Input data START

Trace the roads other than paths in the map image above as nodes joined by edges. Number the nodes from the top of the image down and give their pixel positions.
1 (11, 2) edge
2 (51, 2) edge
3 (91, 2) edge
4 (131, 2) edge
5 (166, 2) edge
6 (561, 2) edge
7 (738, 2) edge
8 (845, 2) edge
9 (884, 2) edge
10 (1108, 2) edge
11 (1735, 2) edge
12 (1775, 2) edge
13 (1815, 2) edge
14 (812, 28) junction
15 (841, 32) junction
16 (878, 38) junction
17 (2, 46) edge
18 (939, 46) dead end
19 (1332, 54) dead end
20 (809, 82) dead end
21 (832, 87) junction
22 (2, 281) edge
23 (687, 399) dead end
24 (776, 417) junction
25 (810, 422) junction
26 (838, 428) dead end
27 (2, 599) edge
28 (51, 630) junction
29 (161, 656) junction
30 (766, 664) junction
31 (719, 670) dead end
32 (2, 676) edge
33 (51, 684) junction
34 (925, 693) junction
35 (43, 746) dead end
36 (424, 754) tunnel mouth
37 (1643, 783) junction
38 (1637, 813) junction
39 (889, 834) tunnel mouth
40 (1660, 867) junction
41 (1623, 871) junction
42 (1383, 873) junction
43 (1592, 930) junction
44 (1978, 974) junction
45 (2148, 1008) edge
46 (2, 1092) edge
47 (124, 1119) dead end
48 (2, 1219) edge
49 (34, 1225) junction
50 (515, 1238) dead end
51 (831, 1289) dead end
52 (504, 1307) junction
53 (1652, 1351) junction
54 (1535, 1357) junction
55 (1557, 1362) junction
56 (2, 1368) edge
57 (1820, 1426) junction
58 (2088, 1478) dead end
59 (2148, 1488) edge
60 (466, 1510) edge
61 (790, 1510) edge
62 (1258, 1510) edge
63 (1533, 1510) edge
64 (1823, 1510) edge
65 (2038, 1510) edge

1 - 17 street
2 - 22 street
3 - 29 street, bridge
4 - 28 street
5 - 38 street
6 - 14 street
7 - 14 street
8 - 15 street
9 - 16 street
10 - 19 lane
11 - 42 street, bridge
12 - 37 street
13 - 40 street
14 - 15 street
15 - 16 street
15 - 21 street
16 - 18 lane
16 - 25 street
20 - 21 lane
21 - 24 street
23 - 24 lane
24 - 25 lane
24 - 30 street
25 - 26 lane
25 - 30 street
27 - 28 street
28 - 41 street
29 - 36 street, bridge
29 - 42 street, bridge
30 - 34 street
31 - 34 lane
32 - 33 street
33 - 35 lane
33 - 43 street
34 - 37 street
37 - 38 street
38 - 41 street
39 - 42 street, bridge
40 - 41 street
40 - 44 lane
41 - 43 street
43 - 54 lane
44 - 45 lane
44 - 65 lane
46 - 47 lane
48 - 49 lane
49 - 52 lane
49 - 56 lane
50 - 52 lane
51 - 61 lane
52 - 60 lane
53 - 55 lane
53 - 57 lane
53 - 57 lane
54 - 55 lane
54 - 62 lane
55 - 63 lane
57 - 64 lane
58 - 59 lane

Input data END

• _Exercise details_
The records above are to be returned exactly as they appear.

• _Output_
Trace the roads other than paths in the map image above as nodes joined by edges. Number the nodes from the top of the image down and give their pixel positions.
1 (11, 2) edge
2 (51, 2) edge
3 (91, 2) edge
4 (131, 2) edge
5 (166, 2) edge
6 (561, 2) edge
7 (738, 2) edge
8 (845, 2) edge
9 (884, 2) edge
10 (1108, 2) edge
11 (1735, 2) edge
12 (1775, 2) edge
13 (1815, 2) edge
14 (812, 28) junction
15 (841, 32) junction
16 (878, 38) junction
17 (2, 46) edge
18 (939, 46) dead end
19 (1332, 54) dead end
20 (809, 82) dead end
21 (832, 87) junction
22 (2, 281) edge
23 (687, 399) dead end
24 (776, 417) junction
25 (810, 422) junction
26 (838, 428) dead end
27 (2, 599) edge
28 (51, 630) junction
29 (161, 656) junction
30 (766, 664) junction
31 (719, 670) dead end
32 (2, 676) edge
33 (51, 684) junction
34 (925, 693) junction
35 (43, 746) dead end
36 (424, 754) tunnel mouth
37 (1643, 783) junction
38 (1637, 813) junction
39 (889, 834) tunnel mouth
40 (1660, 867) junction
41 (1623, 871) junction
42 (1383, 873) junction
43 (1592, 930) junction
44 (1978, 974) junction
45 (2148, 1008) edge
46 (2, 1092) edge
47 (124, 1119) dead end
48 (2, 1219) edge
49 (34, 1225) junction
50 (515, 1238) dead end
51 (831, 1289) dead end
52 (504, 1307) junction
53 (1652, 1351) junction
54 (1535, 1357) junction
55 (1557, 1362) junction
56 (2, 1368) edge
57 (1820, 1426) junction
58 (2088, 1478) dead end
59 (2148, 1488) edge
60 (466, 1510) edge
61 (790, 1510) edge
62 (1258, 1510) edge
63 (1533, 1510) edge
64 (1823, 1510) edge
65 (2038, 1510) edge

1 - 17 street
2 - 22 street
3 - 29 street, bridge
4 - 28 street
5 - 38 street
6 - 14 street
7 - 14 street
8 - 15 street
9 - 16 street
10 - 19 lane
11 - 42 street, bridge
12 - 37 street
13 - 40 street
14 - 15 street
15 - 16 street
15 - 21 street
16 - 18 lane
16 - 25 street
20 - 21 lane
21 - 24 street
23 - 24 lane
24 - 25 lane
24 - 30 street
25 - 26 lane
25 - 30 street
27 - 28 street
28 - 41 street
29 - 36 street, bridge
29 - 42 street, bridge
30 - 34 street
31 - 34 lane
32 - 33 street
33 - 35 lane
33 - 43 street
34 - 37 street
37 - 38 street
38 - 41 street
39 - 42 street, bridge
40 - 41 street
40 - 44 lane
41 - 43 street
43 - 54 lane
44 - 45 lane
44 - 65 lane
46 - 47 lane
48 - 49 lane
49 - 52 lane
49 - 56 lane
50 - 52 lane
51 - 61 lane
52 - 60 lane
53 - 55 lane
53 - 57 lane
53 - 57 lane
54 - 55 lane
54 - 62 lane
55 - 63 lane
57 - 64 lane
58 - 59 lane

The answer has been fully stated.